Brief:
Take the lines from the beginning of the data below through the line holding "ring tip: (572, 352)" and return exactly those.

══ Records for processing

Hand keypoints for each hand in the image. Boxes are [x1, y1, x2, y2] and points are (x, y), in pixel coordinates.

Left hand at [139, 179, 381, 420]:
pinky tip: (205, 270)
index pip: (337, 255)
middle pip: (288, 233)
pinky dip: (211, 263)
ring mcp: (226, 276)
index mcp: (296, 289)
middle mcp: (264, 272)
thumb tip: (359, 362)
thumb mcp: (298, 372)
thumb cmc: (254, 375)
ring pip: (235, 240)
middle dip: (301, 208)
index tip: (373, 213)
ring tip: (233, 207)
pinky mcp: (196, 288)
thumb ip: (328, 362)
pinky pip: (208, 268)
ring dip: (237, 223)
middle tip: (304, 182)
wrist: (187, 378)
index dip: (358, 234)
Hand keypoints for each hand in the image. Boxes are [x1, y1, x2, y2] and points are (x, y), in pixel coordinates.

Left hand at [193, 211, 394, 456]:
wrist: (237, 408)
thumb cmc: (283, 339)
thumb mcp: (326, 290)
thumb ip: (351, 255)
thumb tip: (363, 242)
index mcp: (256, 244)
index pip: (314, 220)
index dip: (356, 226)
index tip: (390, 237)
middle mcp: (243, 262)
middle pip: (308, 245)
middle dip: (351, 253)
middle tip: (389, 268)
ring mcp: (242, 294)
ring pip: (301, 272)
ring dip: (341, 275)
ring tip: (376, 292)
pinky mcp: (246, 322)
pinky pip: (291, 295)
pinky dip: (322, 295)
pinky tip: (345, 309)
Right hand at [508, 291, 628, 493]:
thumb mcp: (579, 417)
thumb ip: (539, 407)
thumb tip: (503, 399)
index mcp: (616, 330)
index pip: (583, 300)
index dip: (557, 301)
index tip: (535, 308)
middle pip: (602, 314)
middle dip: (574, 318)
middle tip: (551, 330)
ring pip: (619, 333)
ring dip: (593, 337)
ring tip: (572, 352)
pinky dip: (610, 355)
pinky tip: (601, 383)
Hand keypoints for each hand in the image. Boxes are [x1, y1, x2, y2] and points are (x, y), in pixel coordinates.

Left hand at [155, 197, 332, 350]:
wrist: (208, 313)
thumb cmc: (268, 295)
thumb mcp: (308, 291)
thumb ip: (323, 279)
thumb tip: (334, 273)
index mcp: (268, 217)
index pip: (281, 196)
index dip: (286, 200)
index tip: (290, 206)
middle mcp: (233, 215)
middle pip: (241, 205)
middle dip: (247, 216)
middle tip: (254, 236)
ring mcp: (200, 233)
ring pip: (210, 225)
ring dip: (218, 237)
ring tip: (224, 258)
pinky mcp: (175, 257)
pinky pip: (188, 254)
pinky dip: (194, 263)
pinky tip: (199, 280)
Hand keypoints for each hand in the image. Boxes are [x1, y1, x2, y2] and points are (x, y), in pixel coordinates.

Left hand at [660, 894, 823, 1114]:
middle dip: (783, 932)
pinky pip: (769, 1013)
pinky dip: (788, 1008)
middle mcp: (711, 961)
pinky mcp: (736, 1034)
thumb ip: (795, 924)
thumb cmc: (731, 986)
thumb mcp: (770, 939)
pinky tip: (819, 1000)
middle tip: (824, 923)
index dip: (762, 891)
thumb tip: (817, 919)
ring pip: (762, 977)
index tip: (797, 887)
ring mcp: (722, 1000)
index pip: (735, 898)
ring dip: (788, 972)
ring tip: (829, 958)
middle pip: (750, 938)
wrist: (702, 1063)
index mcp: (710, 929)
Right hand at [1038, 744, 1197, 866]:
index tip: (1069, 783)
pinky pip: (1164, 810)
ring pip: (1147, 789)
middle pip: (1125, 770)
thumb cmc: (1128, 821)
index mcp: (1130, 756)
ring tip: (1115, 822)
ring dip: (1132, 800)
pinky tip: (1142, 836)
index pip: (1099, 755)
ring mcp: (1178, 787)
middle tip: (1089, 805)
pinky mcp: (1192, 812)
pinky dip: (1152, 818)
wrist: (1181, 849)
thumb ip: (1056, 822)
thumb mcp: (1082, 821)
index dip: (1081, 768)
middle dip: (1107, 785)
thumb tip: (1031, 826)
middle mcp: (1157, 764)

════

Answer section:
Hand keypoints for each hand in the image. Boxes are [x1, y1, x2, y2] and points are (x, y), in pixel coordinates.

Left hand at [139, 179, 381, 420]:
pinky tip: (205, 270)
index pip: (337, 255)
middle pip: (288, 233)
pinky dip: (211, 263)
ring mcp: (226, 276)
index mcp: (296, 289)
middle mcp: (264, 272)
thumb tip: (359, 362)
thumb mcp: (298, 372)
thumb cmc: (254, 375)
ring pip: (235, 240)
middle dip: (301, 208)
index tip: (373, 213)
ring tip: (233, 207)
pinky mcp: (196, 288)
thumb ip: (328, 362)
pinky pip: (208, 268)
ring dip: (237, 223)
middle tip: (304, 182)
wrist: (187, 378)
index dip: (358, 234)
Hand keypoints for each hand in the image. Boxes are [x1, y1, x2, y2] and points are (x, y), in pixel coordinates.

Left hand at [193, 211, 394, 456]:
wrist: (237, 408)
thumb cmc: (283, 339)
thumb mcp: (326, 290)
thumb ip: (351, 255)
thumb tip: (363, 242)
index mcp: (256, 244)
index pip: (314, 220)
index dip: (356, 226)
index tip: (390, 237)
middle mcp: (243, 262)
middle pip: (308, 245)
middle dip: (351, 253)
middle tip: (389, 268)
ring mcp: (242, 294)
ring pip: (301, 272)
ring dip: (341, 275)
ring tip: (376, 292)
pinky mcp: (246, 322)
pinky pip: (291, 295)
pinky dip: (322, 295)
pinky tip: (345, 309)
Right hand at [508, 291, 628, 493]:
thumb mcp: (579, 417)
thumb ip: (539, 407)
thumb tip: (503, 399)
index mcp: (616, 330)
index pip: (583, 300)
index dip: (557, 301)
index tip: (535, 308)
middle pip: (602, 314)
middle dip: (574, 318)
middle tip: (551, 330)
ring pip: (619, 333)
ring dip: (593, 337)
ring tip: (572, 352)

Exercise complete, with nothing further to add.